RECORD EXTRACTS START

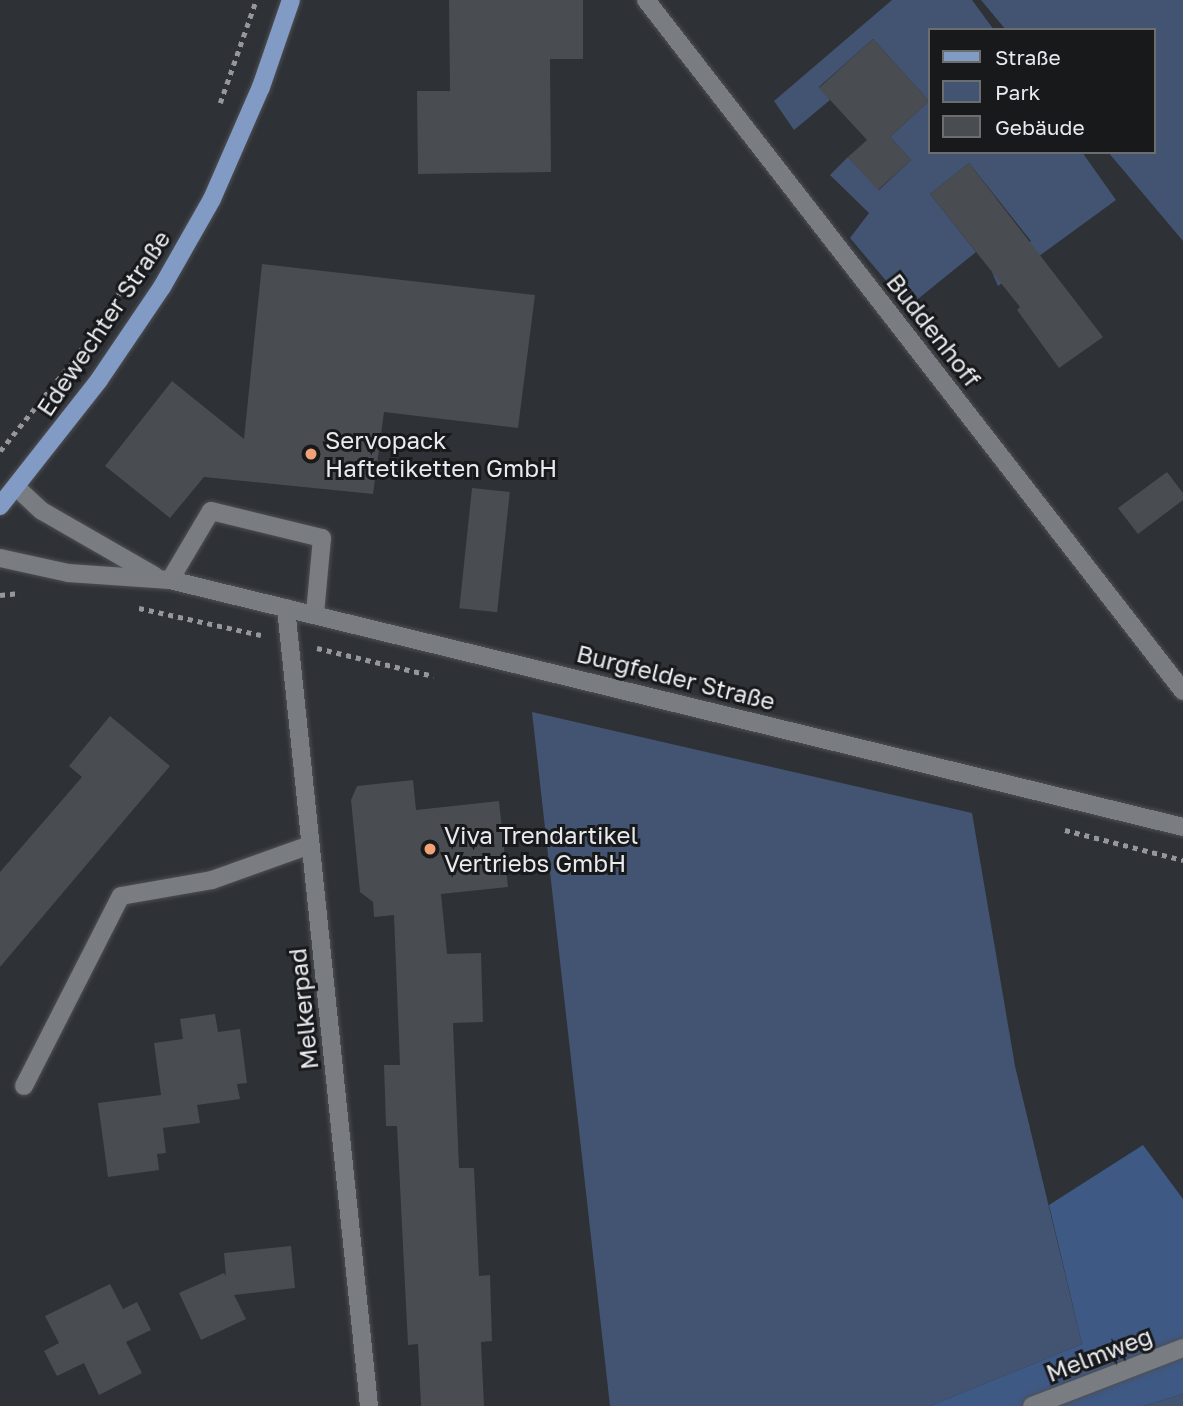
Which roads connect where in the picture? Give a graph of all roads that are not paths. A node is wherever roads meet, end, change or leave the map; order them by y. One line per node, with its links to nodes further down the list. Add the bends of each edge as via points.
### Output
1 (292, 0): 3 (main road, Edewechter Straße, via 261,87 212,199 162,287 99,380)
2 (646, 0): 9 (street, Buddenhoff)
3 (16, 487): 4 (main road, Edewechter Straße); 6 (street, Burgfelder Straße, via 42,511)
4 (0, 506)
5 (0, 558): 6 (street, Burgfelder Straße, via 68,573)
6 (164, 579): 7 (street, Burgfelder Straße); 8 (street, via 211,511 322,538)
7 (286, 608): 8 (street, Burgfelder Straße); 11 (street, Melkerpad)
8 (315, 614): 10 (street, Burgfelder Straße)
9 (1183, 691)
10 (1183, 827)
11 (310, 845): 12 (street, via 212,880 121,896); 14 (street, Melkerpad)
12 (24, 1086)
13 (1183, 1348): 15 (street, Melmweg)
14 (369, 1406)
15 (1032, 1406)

RECORD EXTRACTS END

The data is to be returned exactly as it stands, pictures aside.

(OUTPUT FOR THIS TASK)
Which roads connect where in the picture? Give a graph of all roads that are not paths. A node is wherever roads meet, end, change or leave the map; order them by y. One line per node, with its links to nodes further down the list. Add the bends of each edge as via points.
### Output
1 (292, 0): 3 (main road, Edewechter Straße, via 261,87 212,199 162,287 99,380)
2 (646, 0): 9 (street, Buddenhoff)
3 (16, 487): 4 (main road, Edewechter Straße); 6 (street, Burgfelder Straße, via 42,511)
4 (0, 506)
5 (0, 558): 6 (street, Burgfelder Straße, via 68,573)
6 (164, 579): 7 (street, Burgfelder Straße); 8 (street, via 211,511 322,538)
7 (286, 608): 8 (street, Burgfelder Straße); 11 (street, Melkerpad)
8 (315, 614): 10 (street, Burgfelder Straße)
9 (1183, 691)
10 (1183, 827)
11 (310, 845): 12 (street, via 212,880 121,896); 14 (street, Melkerpad)
12 (24, 1086)
13 (1183, 1348): 15 (street, Melmweg)
14 (369, 1406)
15 (1032, 1406)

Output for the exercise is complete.